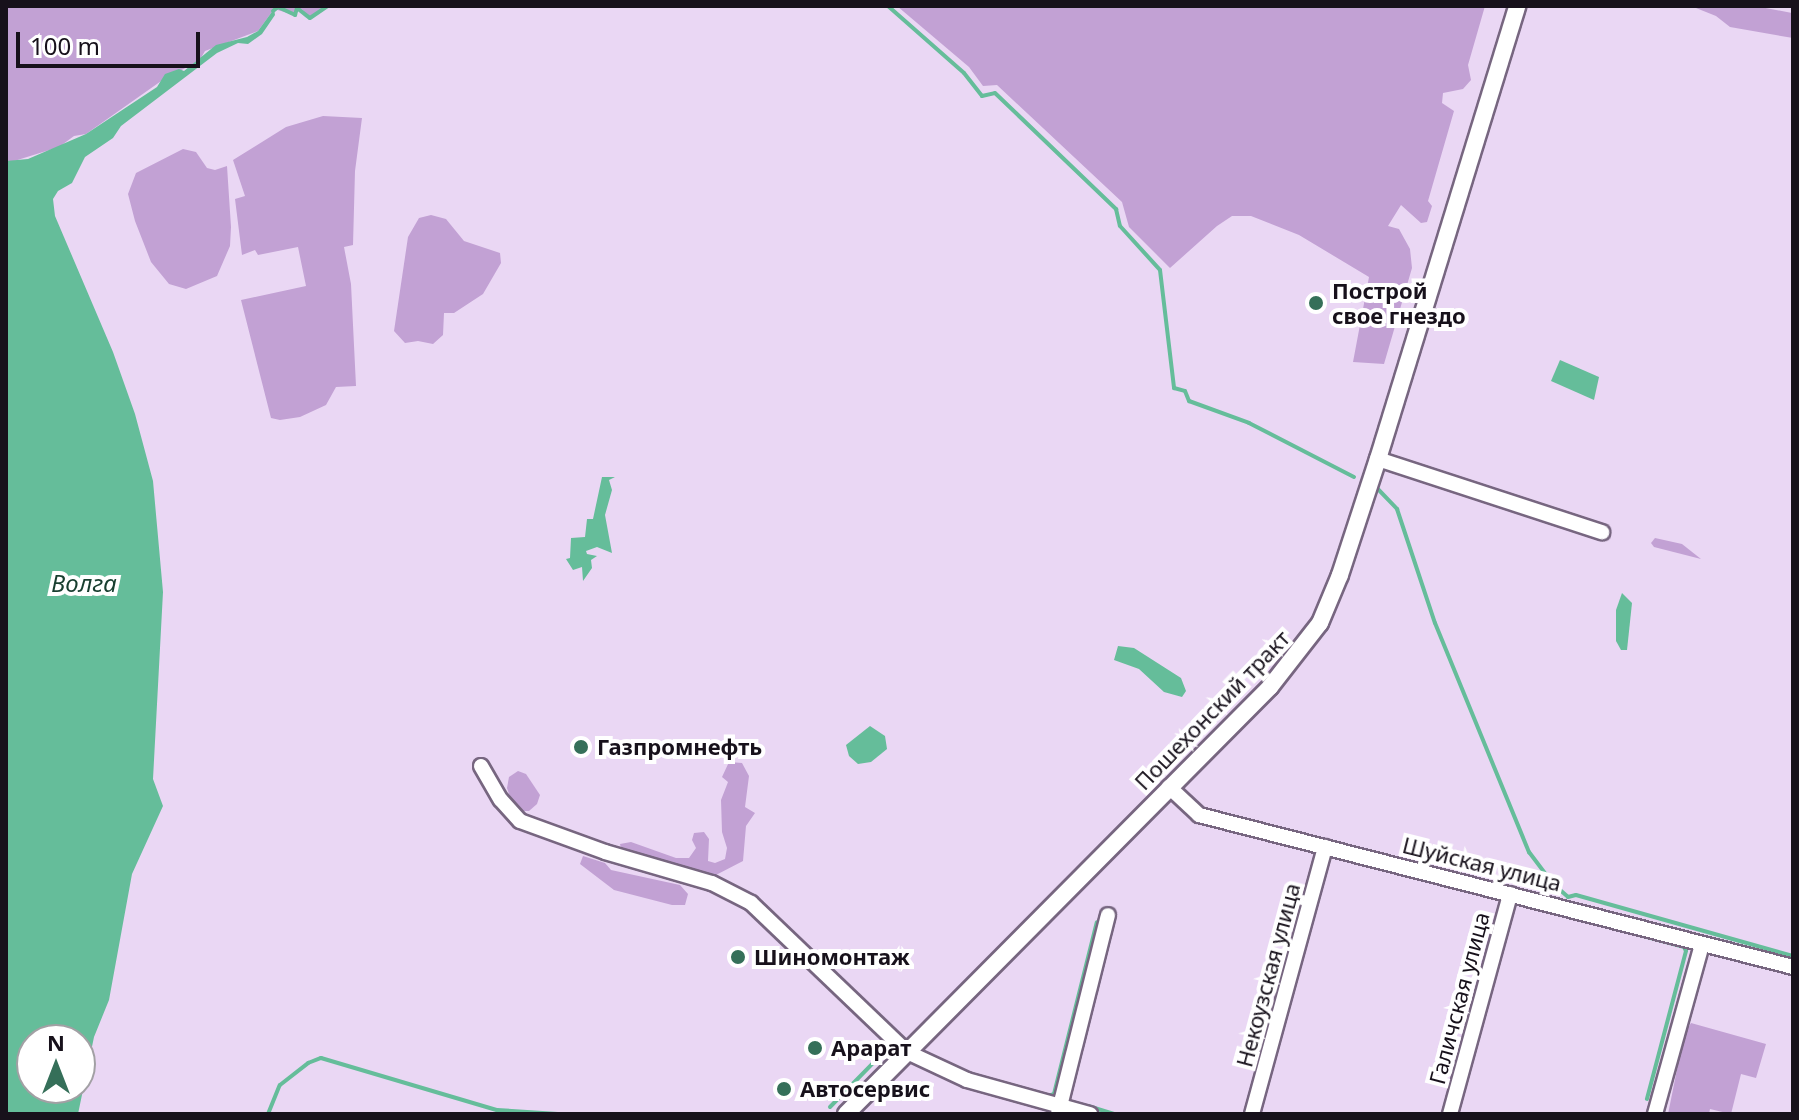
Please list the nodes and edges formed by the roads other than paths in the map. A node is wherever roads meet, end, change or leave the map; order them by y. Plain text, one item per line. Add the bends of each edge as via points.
1 (1517, 6) edge
2 (1378, 459) junction
3 (1602, 532) dead end
4 (481, 766) dead end
5 (1169, 787) junction
6 (1325, 847) junction
7 (1510, 894) junction
8 (1108, 915) dead end
9 (1702, 944) junction
10 (1793, 967) edge
11 (907, 1052) junction
12 (1059, 1110) edge
13 (846, 1114) edge
14 (1090, 1114) edge
15 (1252, 1114) edge
16 (1450, 1114) edge
17 (1655, 1114) edge

1 - 2 main road, Пошехонский тракт
2 - 3 street
2 - 5 main road, Пошехонский тракт via 1320,623 1270,687
4 - 11 street via 520,821 712,883 751,903
5 - 6 street, Шуйская улица via 1199,815
5 - 11 main road, Пошехонский тракт
6 - 7 street, Шуйская улица
6 - 15 street, Некоузская улица
7 - 9 street, Шуйская улица
7 - 16 street, Галичская улица
8 - 12 street
9 - 10 street, Шуйская улица
9 - 17 street
11 - 12 street via 967,1080
11 - 13 main road, Пошехонский тракт
12 - 14 street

■ Your task ■
Set down all of the material word for word, minus its pictures.

■ Finished exercise ■
Please list the nodes and edges formed by the roads other than paths in the map. A node is wherever roads meet, end, change or leave the map; order them by y. Plain text, one item per line. Add the bends of each edge as via points.
1 (1517, 6) edge
2 (1378, 459) junction
3 (1602, 532) dead end
4 (481, 766) dead end
5 (1169, 787) junction
6 (1325, 847) junction
7 (1510, 894) junction
8 (1108, 915) dead end
9 (1702, 944) junction
10 (1793, 967) edge
11 (907, 1052) junction
12 (1059, 1110) edge
13 (846, 1114) edge
14 (1090, 1114) edge
15 (1252, 1114) edge
16 (1450, 1114) edge
17 (1655, 1114) edge

1 - 2 main road, Пошехонский тракт
2 - 3 street
2 - 5 main road, Пошехонский тракт via 1320,623 1270,687
4 - 11 street via 520,821 712,883 751,903
5 - 6 street, Шуйская улица via 1199,815
5 - 11 main road, Пошехонский тракт
6 - 7 street, Шуйская улица
6 - 15 street, Некоузская улица
7 - 9 street, Шуйская улица
7 - 16 street, Галичская улица
8 - 12 street
9 - 10 street, Шуйская улица
9 - 17 street
11 - 12 street via 967,1080
11 - 13 main road, Пошехонский тракт
12 - 14 street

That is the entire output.